Für die osteuropäischen EU-Mitgliedstaaten soll sich nach dem Willen der EU-Kommission finanziell einiges ändern. Sie sollen zwar mehr Geld für Flüchtlinge, Grenzschutz und Sicherheit erhalten, aber weniger für die Landwirtschaft und die sogenannte Kohäsionspolitik. Diese bewirkt den Ausgleich wirtschaftlicher Ungleichheiten zwischen ärmeren und reicheren Staaten. Die Reaktionen darauf fallen insbesondere in Polen und Ungarn heftig aus, wie Journalist Bernhard Odehnal sagt.
SRF News: Wie reagieren Polen und Ungarn auf die Budgetvorschläge der EU-Kommission?

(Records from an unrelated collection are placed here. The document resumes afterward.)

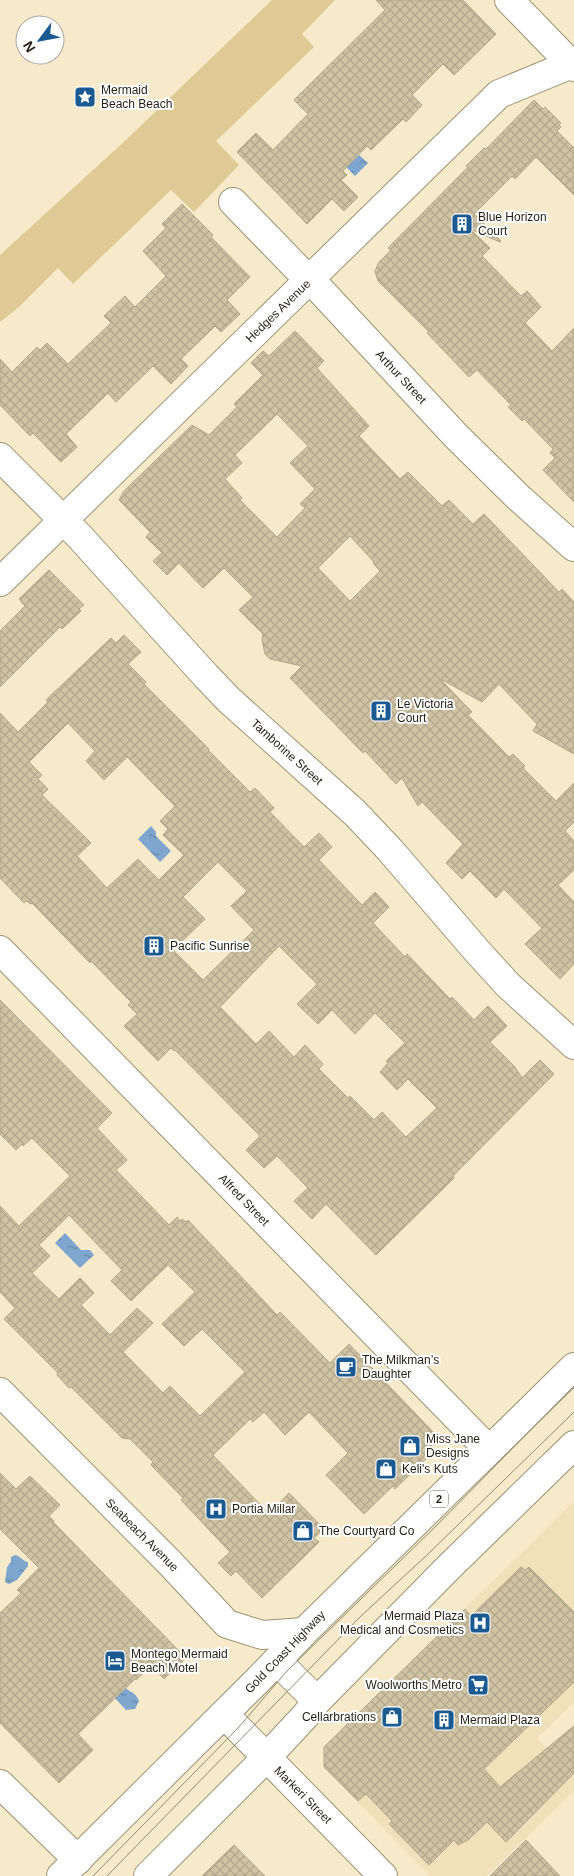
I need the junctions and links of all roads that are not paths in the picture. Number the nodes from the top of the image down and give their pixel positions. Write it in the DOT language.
graph roads {
  1 [pos="509,0"];
  2 [pos="573,65"];
  3 [pos="233,202"];
  4 [pos="310,279"];
  5 [pos="0,457"];
  6 [pos="63,520"];
  7 [pos="574,547"];
  8 [pos="0,582"];
  9 [pos="0,950"];
  10 [pos="574,1045"];
  11 [pos="574,1367"];
  12 [pos="0,1392"];
  13 [pos="574,1445"];
  14 [pos="489,1450"];
  15 [pos="304,1632"];
  16 [pos="277,1661"];
  17 [pos="317,1701"];
  18 [pos="224,1714"];
  19 [pos="266,1758"];
  20 [pos="0,1784"];
  21 [pos="69,1868"];
  22 [pos="148,1876"];
  23 [pos="383,1876"];
  1 -- 2 [label="main road"];
  2 -- 4 [label="main road, Hedges Avenue"];
  3 -- 4 [label="main road, Arthur Street"];
  4 -- 6 [label="main road, Hedges Avenue"];
  4 -- 7 [label="main road, Arthur Street"];
  5 -- 6 [label="main road, Tamborine Street"];
  6 -- 8 [label="main road, Hedges Avenue"];
  6 -- 10 [label="main road, Tamborine Street"];
  9 -- 14 [label="main road, Alfred Street"];
  11 -- 14 [label="main road, Gold Coast Highway / 2"];
  12 -- 15 [label="main road, Seabeach Avenue"];
  13 -- 17 [label="main road"];
  14 -- 15 [label="main road, Gold Coast Highway / 2"];
  15 -- 16 [label="main road, Gold Coast Highway / 2"];
  16 -- 17 [label="main road"];
  16 -- 18 [label="main road, Gold Coast Highway / 2"];
  17 -- 19 [label="main road"];
  18 -- 19 [label="main road, Markeri Street"];
  18 -- 21 [label="main road, Gold Coast Highway / 2"];
  19 -- 22 [label="main road"];
  19 -- 23 [label="main road, Markeri Street"];
  20 -- 21 [label="main road"];
}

Bernhard Odehnal: Die Regierungen in Polen und Ungarn schäumen vor Wut. Sie sehen diesen Budgetentwurf der Kommission als ein Druckmittel gegen sie, als eine Bestrafung und als einen Angriff auf ihre Souveränität. Sie fühlen sich von Brüssel bevormundet.
Zielen diese Budgetpläne tatsächlich gegen Ungarn und Polen?
Die EU-Kommission nennt in diesem Entwurf keine Länder beim Namen. Aber es ist klar: Polen ist heute der grösste Empfänger von Fördermitteln. Wir sprechen von 77 Milliarden Euro in den nächsten Jahren. Ungarn gehört ebenfalls zu den grössten Empfängern mit 22 Milliarden bis 2021. Und es ist kein Geheimnis, dass die EU-Kommission mit den totalitären Tendenzen in diesen Ländern alles andere als glücklich ist.
Haben Polen und Ungarn Angst, Subventionen zu verlieren?
Auf alle Fälle. Dieses neue Budget wird die Länder hart treffen. In beiden Staaten ist die Wirtschaftslage zwar gut, und die Arbeitslosenrate sinkt deutlich. Dennoch sind sowohl Polen als auch Ungarn noch extrem abhängig besonders von Agrarförderungen und auch von Zuschüssen für ihre strukturschwachen Regionen, eben durch diese Kohäsionsfonds.
Fördergelder der EU sollen künftig an die Rechtsstaatlichkeit in Empfängerländern gebunden sein. Ist das ein Druckmittel gegen Staaten wie Ungarn oder Polen?
Die EU kann nicht in die nationale Gesetzgebung eingreifen, aber sie kann über das Budget deutliche Warnungen signalisieren. Die Kommission kann diesen Ländern sagen, sie könnten nicht ihre Werte mit Füssen treten und gleichzeitig ihr Geld nehmen.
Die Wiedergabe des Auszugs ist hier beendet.